The Python interface to the Trovares xGT graph analytics engine.

Main Features

Data loading

xGT is a strongly-typed graph system. Loading data is a two-step process:

  1. Describe the structure and data types of your graph.
Define the vertex and edge frame structure with Connection.create_vertex_frame() and Connection.create_edge_frame(). Once the type structure is set, VertexFrame and EdgeFrame objects provide access to the server-side structures.
  1. Load your edge and vertex data.
The VertexFrame and EdgeFrame objcts provide high-performance, parallel load() methods to ingest data as well as a direct insert() method to add small amounts of data piecewise.

Query processing

Queries are expressed as strings written in TQL.

>>> query = '''
      MATCH  (emp:Employee)-[edge1:ReportsTo]->(boss:Employee)
      RETURN emp.PersonID AS EmployeeID,
             boss.PersonID AS BossID
      INTO   ResultTable
      '''

A query runs in the context of a Job, which can be run, scheduled and canceled. The run_job() method runs the query and blocks until it finishes successfully, terminates by an error, or it’s canceled.

Example

The following Python script shows some of the functions that can be used to create a graph, load data into it, run a query and access the results, and finally remove that graph from the system.

import xgt

#-- Connect to xgtd --
conn = xgt.Connection()

#-- Define and create the graph --
emp = conn.create_vertex_frame(
        name = 'Employee',
        schema = [['PersonID', xgt.INT],
                  ['Name', xgt.TEXT],
                  ['PostalCode', xgt.INT]],
        key = 'PersonID')

rep = conn.create_edge_frame(
        name = 'ReportsTo',
        schema = [['EmpID', xgt.INT],
                  ['BossID', xgt.INT],
                  ['StartDate', xgt.DATE],
                  ['EndDate', xgt.DATE]],
        source = 'Employee',
        target = 'Employee',
        source_key = 'EmpID',
        target_key = 'BossID')

#-- Load data to the graph in xgtd --
# Use the insert() method for data of a few hundred rows or less;
# for bigger amounts of data, use the load() method with csv files.
emp.insert(
  [[111111101, 'Manny', 98103],
   [111111102, 'Trish', 98108],
   [911111501, 'Frank', 98101],
   [911111502, 'Alice', 98102]
  ])
rep.insert(
  [[111111101, 911111501, '2015-01-03', '2017-04-14'],
   [111111102, 911111501, '2016-04-02', '2017-04-14'],
   [911111502, 911111501, '2016-07-07', '2017-04-14'],
   [111111101, 911111502, '2017-04-15', '3000-12-31'],
   [111111102, 911111502, '2017-04-15', '3000-12-31'],
   [911111501, 911111502, '2017-04-15', '3000-12-31']
  ])

#-- Query data --
conn.drop_frame('Result1')
cmd = '''
  MATCH
    (emp:Employee)-[edge1:ReportsTo]->
    (boss:Employee)-[edge2:ReportsTo]->
    (emp)
  WHERE
    edge1.EndDate <= edge2.StartDate
  RETURN
    emp.PersonID AS Employee1ID,
    boss.PersonID AS Employee2ID,
    edge1.StartDate AS FirstStart,
    edge1.EndDate AS FirstEnd,
    edge2.EndDate AS SecondEnd,
    edge2.StartDate AS SecondStart
  INTO
    Result1
  '''
conn.run_job(cmd)

#-- Results extraction --
ncols = len(emp.schema)
nrows = emp.num_vertices
print('Employee columns: {0} rows: {1} '.format(ncols, nrows))

ncols = len(rep.schema)
nrows = rep.num_edges
print('ReportsTo columns: {0} rows: {1} '.format(ncols, nrows))

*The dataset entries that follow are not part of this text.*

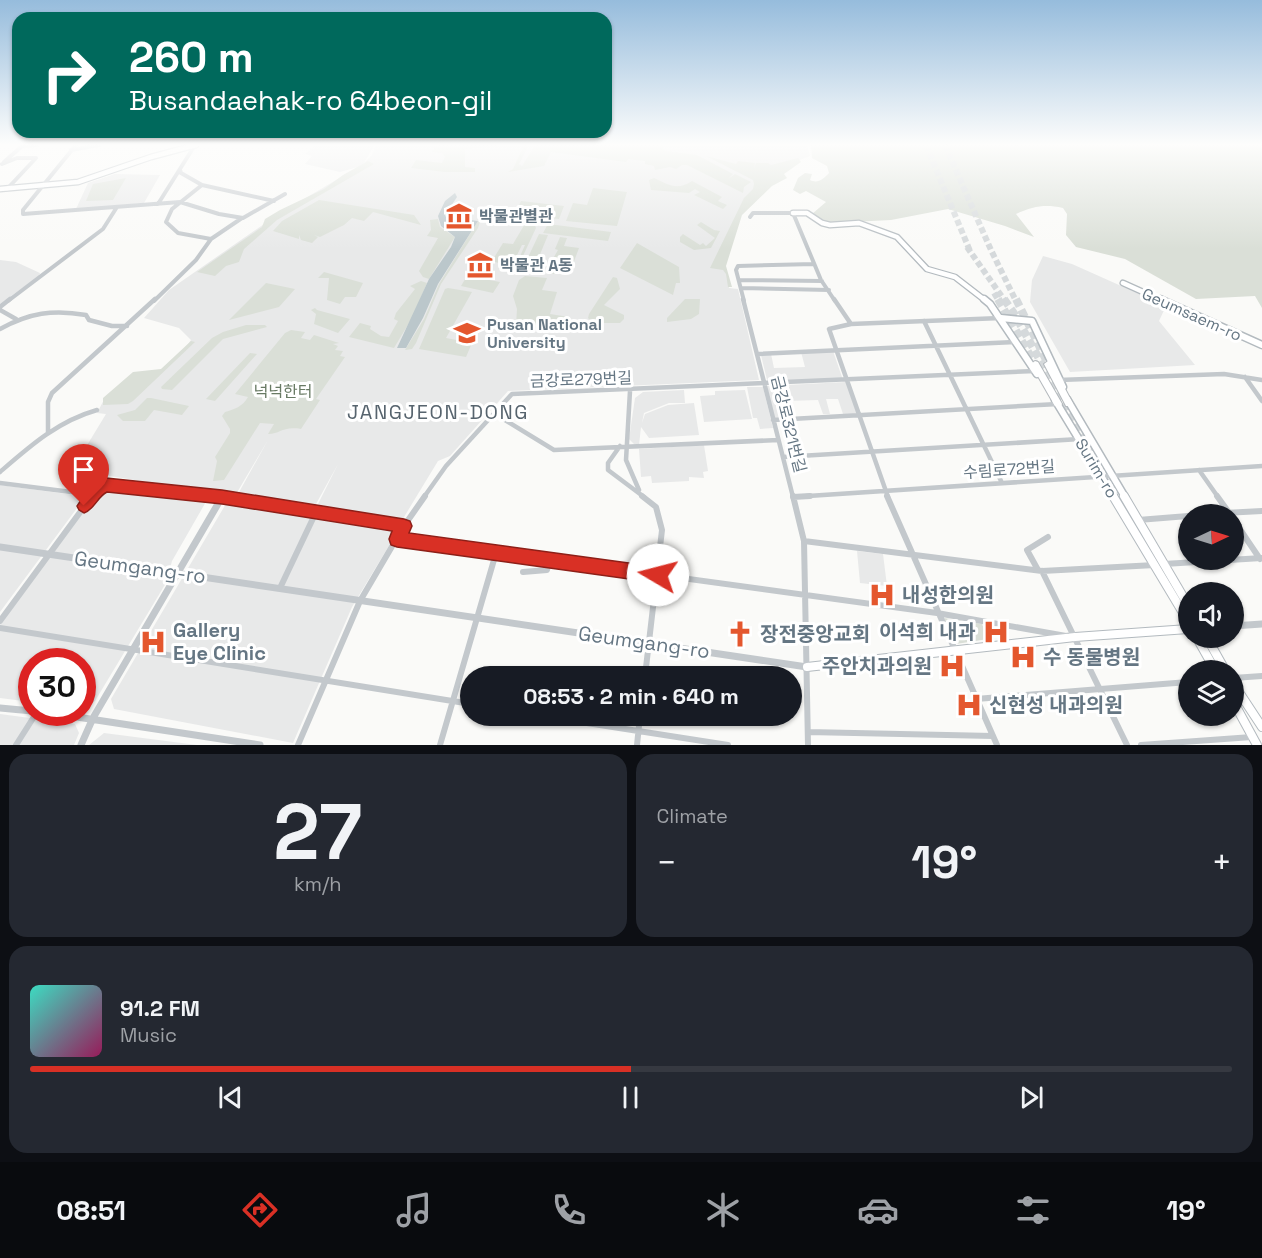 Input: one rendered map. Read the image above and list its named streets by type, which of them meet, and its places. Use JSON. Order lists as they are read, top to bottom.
{
  "streets": {
    "main road": ["Geumsaem-ro", "Surim-ro", "Geumgang-ro"],
    "street": ["금강로279번길", "금강로321번길", "수림로72번길"]
  },
  "crossings": [
    ["금강로279번길", "금강로321번길"],
    ["금강로279번길", "Geumgang-ro"],
    ["금강로321번길", "수림로72번길"],
    ["금강로321번길", "Geumgang-ro"],
    ["Surim-ro", "수림로72번길"]
  ],
  "districts": ["JANGJEON-DONG"],
  "parks": ["넉넉한터"],
  "places": {
    "museum": ["박물관별관", "박물관 A동"],
    "school or university": ["Pusan National University"],
    "hospital": [
      "내성한의원",
      "이석희 내과",
      "Gallery Eye Clinic",
      "수 동물병원",
      "주안치과의원",
      "신현성 내과의원"
    ],
    "church": ["장전중앙교회"]
  },
  "north": "right",
  "page": {
    "turn": ["260 m", "Busandaehak-ro 64beon-gil"],
    "limit": "30",
    "trip": "08:53 · 2 min · 640 m",
    "tile": [
      ["27", "km/h"],
      "Climate"
    ],
    "heat": ["−", "19°", "+"],
    "song": ["91.2 FM", "Music"],
    "tabs": ["08:51", "19°"]
  }
}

r1 = conn.get_table_frame('Result1')
ncols = (r1.schema)
nrows = r1.num_rows
print('Result columns: {0} rows: {1} '.format(ncols, nrows))
print('')

print('--- Result1 ---')
r1dat = r1.get_data(0, 100)
for row in r1dat:
  print(', '.join([str(c) for c in row]))
print('')

#-- Drop all objects --
conn.drop_frame('ReportsTo')
conn.drop_frame('Employee')
conn.drop_frame('Result1')